▶ **Assignment**:
Search each line of the data for the word "highway"; copy every line where it is found.

▶ **Data for the task**:

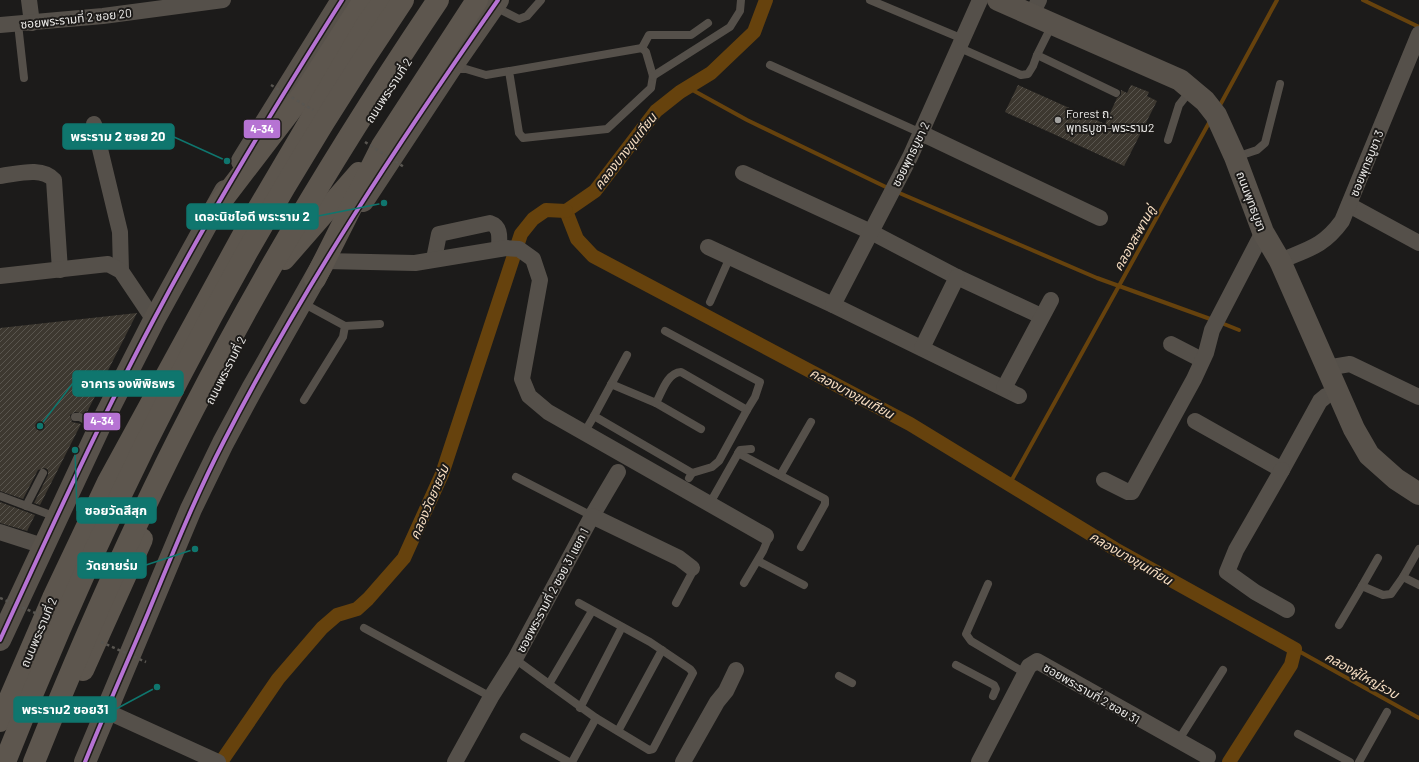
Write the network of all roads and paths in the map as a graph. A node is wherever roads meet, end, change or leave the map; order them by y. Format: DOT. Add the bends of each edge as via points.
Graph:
graph roads {
  1 [pos="29,0"];
  2 [pos="223,0"];
  3 [pos="342,0"];
  4 [pos="364,0"];
  5 [pos="384,0"];
  6 [pos="403,0"];
  7 [pos="438,0"];
  8 [pos="449,0"];
  9 [pos="541,0"];
  10 [pos="741,0"];
  11 [pos="870,0"];
  12 [pos="980,0"];
  13 [pos="998,0"];
  14 [pos="490,2"];
  15 [pos="1036,7"];
  16 [pos="708,22"];
  17 [pos="1053,23"];
  18 [pos="25,24"];
  19 [pos="0,25"];
  20 [pos="1419,34"];
  21 [pos="962,43"];
  22 [pos="642,48"];
  23 [pos="1037,55"];
  24 [pos="770,65"];
  25 [pos="450,69"];
  26 [pos="509,71"];
  27 [pos="653,76"];
  28 [pos="24,78"];
  29 [pos="1280,84"];
  30 [pos="304,93"];
  31 [pos="1116,93"];
  32 [pos="1204,102"];
  33 [pos="94,124"];
  34 [pos="921,133"];
  35 [pos="1168,140"];
  36 [pos="382,146"];
  37 [pos="1235,157"];
  38 [pos="743,173"];
  39 [pos="0,176"];
  40 [pos="1349,206"];
  41 [pos="216,208"];
  42 [pos="1100,218"];
  43 [pos="248,226"];
  44 [pos="872,232"];
  45 [pos="1263,232"];
  46 [pos="1419,243"];
  47 [pos="708,248"];
  48 [pos="503,249"];
  49 [pos="730,258"];
  50 [pos="434,259"];
  51 [pos="284,260"];
  52 [pos="1280,261"];
  53 [pos="60,270"];
  54 [pos="320,270"];
  55 [pos="121,271"];
  56 [pos="0,276"];
  57 [pos="957,277"];
  58 [pos="1051,300"];
  59 [pos="301,302"];
  60 [pos="710,302"];
  61 [pos="833,305"];
  62 [pos="1041,316"];
  63 [pos="154,320"];
  64 [pos="380,324"];
  65 [pos="345,326"];
  66 [pos="665,331"];
  67 [pos="1171,344"];
  68 [pos="922,348"];
  69 [pos="627,355"];
  70 [pos="1202,360"];
  71 [pos="1326,368"];
  72 [pos="611,384"];
  73 [pos="1004,388"];
  74 [pos="1337,392"];
  75 [pos="1019,396"];
  76 [pos="1419,397"];
  77 [pos="304,400"];
  78 [pos="656,403"];
  79 [pos="747,410"];
  80 [pos="594,416"];
  81 [pos="75,417"];
  82 [pos="1195,421"];
  83 [pos="811,422"];
  84 [pos="98,428"];
  85 [pos="701,430"];
  86 [pos="584,432"];
  87 [pos="751,449"];
  88 [pos="738,452"];
  89 [pos="1282,470"];
  90 [pos="618,472"];
  91 [pos="43,473"];
  92 [pos="781,474"];
  93 [pos="516,477"];
  94 [pos="1104,480"];
  95 [pos="1419,494"];
  96 [pos="0,496"];
  97 [pos="710,503"];
  98 [pos="26,506"];
  99 [pos="592,516"];
  100 [pos="57,518"];
  101 [pos="0,532"];
  102 [pos="766,536"];
  103 [pos="43,546"];
  104 [pos="801,547"];
  105 [pos="1419,549"];
  106 [pos="1378,558"];
  107 [pos="758,561"];
  108 [pos="692,568"];
  109 [pos="1403,577"];
  110 [pos="744,583"];
  111 [pos="988,584"];
  112 [pos="804,585"];
  113 [pos="1419,585"];
  114 [pos="1362,586"];
  115 [pos="579,603"];
  116 [pos="676,603"];
  117 [pos="1287,610"];
  118 [pos="592,611"];
  119 [pos="1339,625"];
  120 [pos="622,627"];
  121 [pos="364,628"];
  122 [pos="0,640"];
  123 [pos="662,650"];
  124 [pos="515,659"];
  125 [pos="956,665"];
  126 [pos="736,670"];
  127 [pos="1223,670"];
  128 [pos="1025,673"];
  129 [pos="839,676"];
  130 [pos="852,683"];
  131 [pos="549,684"];
  132 [pos="993,696"];
  133 [pos="491,697"];
  134 [pos="580,708"];
  135 [pos="106,711"];
  136 [pos="1387,712"];
  137 [pos="596,718"];
  138 [pos="0,722"];
  139 [pos="618,731"];
  140 [pos="1298,734"];
  141 [pos="524,737"];
  142 [pos="1178,741"];
  143 [pos="1208,757"];
  144 [pos="215,760"];
  145 [pos="5,762"];
  146 [pos="34,762"];
  147 [pos="42,762"];
  148 [pos="85,762"];
  149 [pos="455,762"];
  150 [pos="570,762"];
  151 [pos="683,762"];
  152 [pos="979,762"];
  153 [pos="1350,762"];
  154 [pos="1360,762"];
  1 -- 18 [label="street"];
  2 -- 18 [label="street, ซอยพระรามที่ 2 ซอย 20"];
  3 -- 41 [label="main road" via="289,83"];
  4 -- 30 [label="highway"];
  5 -- 43 [label="highway, ถนนพระรามที่ 2" via="367,24"];
  6 -- 145 [label="highway, bridge" via="290,179 226,290 141,450 81,579"];
  7 -- 146 [label="highway, bridge" via="285,240 221,357 136,526 80,650"];
  8 -- 51 [label="highway, ถนนพระรามที่ 2" via="363,128"];
  9 -- 14 [label="lane" via="527,16 519,19"];
  10 -- 27 [label="lane" via="740,11 730,27"];
  11 -- 21 [label="lane"];
  12 -- 21 [label="street, ซอยพุทธบูชา 2"];
  13 -- 15 [label="main road, ถนนพุทธบูชา"];
  14 -- 25 [label="main road"];
  14 -- 36 [label="highway"];
  15 -- 17 [label="main road, ถนนพุทธบูชา"];
  16 -- 22 [label="lane" via="691,34 649,35"];
  17 -- 23 [label="lane"];
  17 -- 32 [label="main road, ถนนพุทธบูชา" via="1180,80"];
  18 -- 19 [label="street, ซอยพระรามที่ 2 ซอย 20"];
  18 -- 28 [label="lane"];
  20 -- 40 [label="street, ซอยพุทธบูชา 3"];
  21 -- 23 [label="lane" via="1021,75 1028,74"];
  21 -- 34 [label="street, ซอยพุทธบูชา 2"];
  22 -- 26 [label="lane"];
  22 -- 27 [label="lane" via="646,52"];
  23 -- 31 [label="lane"];
  24 -- 34 [label="lane"];
  25 -- 26 [label="lane" via="466,69 486,75"];
  25 -- 54 [label="main road"];
  26 -- 27 [label="lane" via="519,133 523,138 607,129 651,88"];
  29 -- 37 [label="lane" via="1265,143 1257,150"];
  30 -- 41 [label="highway"];
  30 -- 43 [label="highway"];
  32 -- 35 [label="lane" via="1179,105"];
  32 -- 37 [label="main road, ถนนพุทธบูชา"];
  33 -- 55 [label="street" via="120,232"];
  34 -- 42 [label="street"];
  34 -- 44 [label="street, ซอยพุทธบูชา 2"];
  36 -- 51 [label="highway"];
  36 -- 54 [label="highway"];
  37 -- 45 [label="main road, ถนนพุทธบูชา"];
  38 -- 44 [label="street"];
  39 -- 53 [label="street" via="40,172 49,174 54,180"];
  40 -- 46 [label="street"];
  40 -- 52 [label="street, ซอยพุทธบูชา 3" via="1342,221 1321,244"];
  41 -- 63 [label="main road"];
  43 -- 138 [label="highway, ถนนพระรามที่ 2" via="108,482 52,598"];
  44 -- 57 [label="street"];
  44 -- 61 [label="street, ซอยพุทธบูชา 2"];
  45 -- 52 [label="main road, ถนนพุทธบูชา"];
  45 -- 70 [label="street" via="1212,330"];
  47 -- 49 [label="street"];
  48 -- 50 [label="street"];
  48 -- 50 [label="street" via="499,230 490,223 439,234"];
  48 -- 86 [label="street" via="519,249 533,259 540,280 522,379 529,396 548,412"];
  49 -- 60 [label="lane"];
  49 -- 61 [label="street"];
  50 -- 54 [label="street"];
  51 -- 147 [label="highway, ถนนพระรามที่ 2" via="259,303 159,500"];
  52 -- 71 [label="main road, ถนนพุทธบูชา"];
  53 -- 55 [label="street" via="108,264"];
  53 -- 56 [label="street"];
  54 -- 59 [label="main road"];
  55 -- 63 [label="street"];
  57 -- 62 [label="street"];
  57 -- 68 [label="street"];
  58 -- 62 [label="street"];
  59 -- 65 [label="lane"];
  59 -- 135 [label="main road" via="230,430 198,496"];
  61 -- 68 [label="street"];
  62 -- 73 [label="street"];
  63 -- 84 [label="main road"];
  64 -- 65 [label="lane"];
  65 -- 77 [label="lane" via="343,337"];
  66 -- 79 [label="lane" via="758,381 760,383 755,397"];
  67 -- 70 [label="street"];
  68 -- 73 [label="street"];
  69 -- 72 [label="lane"];
  70 -- 94 [label="street" via="1132,492"];
  71 -- 74 [label="main road, ถนนพุทธบูชา"];
  71 -- 76 [label="street" via="1350,364"];
  72 -- 78 [label="lane"];
  72 -- 80 [label="lane"];
  73 -- 75 [label="street"];
  74 -- 89 [label="street" via="1320,401"];
  74 -- 95 [label="main road, ถนนพุทธบูชา" via="1369,455 1396,480"];
  78 -- 79 [label="lane" via="670,377 681,372"];
  78 -- 85 [label="lane"];
  79 -- 80 [label="lane" via="719,461 712,467 690,476"];
  80 -- 86 [label="lane"];
  81 -- 84 [label="lane" via="80,417"];
  82 -- 89 [label="street"];
  83 -- 92 [label="lane"];
  84 -- 100 [label="main road"];
  86 -- 97 [label="street"];
  87 -- 88 [label="lane"];
  88 -- 92 [label="lane"];
  88 -- 97 [label="lane"];
  89 -- 117 [label="street" via="1236,550 1227,572"];
  90 -- 99 [label="street"];
  91 -- 98 [label="lane"];
  92 -- 104 [label="lane" via="824,498 825,501"];
  93 -- 99 [label="lane"];
  96 -- 98 [label="lane"];
  97 -- 102 [label="street"];
  98 -- 100 [label="lane"];
  99 -- 108 [label="street, ซอยพระรามที่ 2 ซอย 31 แยก 1" via="679,558"];
  99 -- 124 [label="street, ซอยพระรามที่ 2 ซอย 31 แยก 1"];
  100 -- 103 [label="main road"];
  101 -- 103 [label="street"];
  102 -- 107 [label="lane" via="767,543"];
  103 -- 122 [label="main road"];
  105 -- 109 [label="lane"];
  106 -- 114 [label="lane"];
  107 -- 110 [label="lane"];
  107 -- 112 [label="lane"];
  108 -- 116 [label="lane" via="693,571"];
  109 -- 113 [label="lane"];
  109 -- 114 [label="lane" via="1391,594 1383,595"];
  111 -- 128 [label="lane" via="966,634 971,641"];
  114 -- 119 [label="lane"];
  115 -- 118 [label="lane"];
  118 -- 120 [label="lane"];
  118 -- 131 [label="lane"];
  120 -- 123 [label="lane"];
  120 -- 134 [label="lane"];
  121 -- 133 [label="lane"];
  123 -- 139 [label="lane"];
  123 -- 139 [label="lane" via="693,673 653,749 648,750"];
  124 -- 131 [label="lane"];
  124 -- 133 [label="street, ซอยพระรามที่ 2 ซอย 31 แยก 1"];
  125 -- 132 [label="lane" via="994,685 996,689"];
  126 -- 151 [label="street"];
  127 -- 142 [label="lane"];
  128 -- 142 [label="street, ซอยพระรามที่ 2 ซอย 31" via="1029,666 1037,661"];
  128 -- 152 [label="street, ซอยพระรามที่ 2 ซอย 31"];
  129 -- 130 [label="lane"];
  131 -- 134 [label="lane"];
  133 -- 149 [label="street, ซอยพระรามที่ 2 ซอย 31 แยก 1"];
  134 -- 137 [label="lane"];
  135 -- 144 [label="street"];
  135 -- 148 [label="main road"];
  136 -- 154 [label="lane"];
  137 -- 139 [label="lane"];
  137 -- 150 [label="lane"];
  140 -- 153 [label="lane"];
  141 -- 150 [label="lane"];
  142 -- 143 [label="street, ซอยพระรามที่ 2 ซอย 31"];
}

▶ **Response to the exercise**:
  4 -- 30 [label="highway"];
  5 -- 43 [label="highway, ถนนพระรามที่ 2" via="367,24"];
  6 -- 145 [label="highway, bridge" via="290,179 226,290 141,450 81,579"];
  7 -- 146 [label="highway, bridge" via="285,240 221,357 136,526 80,650"];
  8 -- 51 [label="highway, ถนนพระรามที่ 2" via="363,128"];
  14 -- 36 [label="highway"];
  30 -- 41 [label="highway"];
  30 -- 43 [label="highway"];
  36 -- 51 [label="highway"];
  36 -- 54 [label="highway"];
  43 -- 138 [label="highway, ถนนพระรามที่ 2" via="108,482 52,598"];
  51 -- 147 [label="highway, ถนนพระรามที่ 2" via="259,303 159,500"];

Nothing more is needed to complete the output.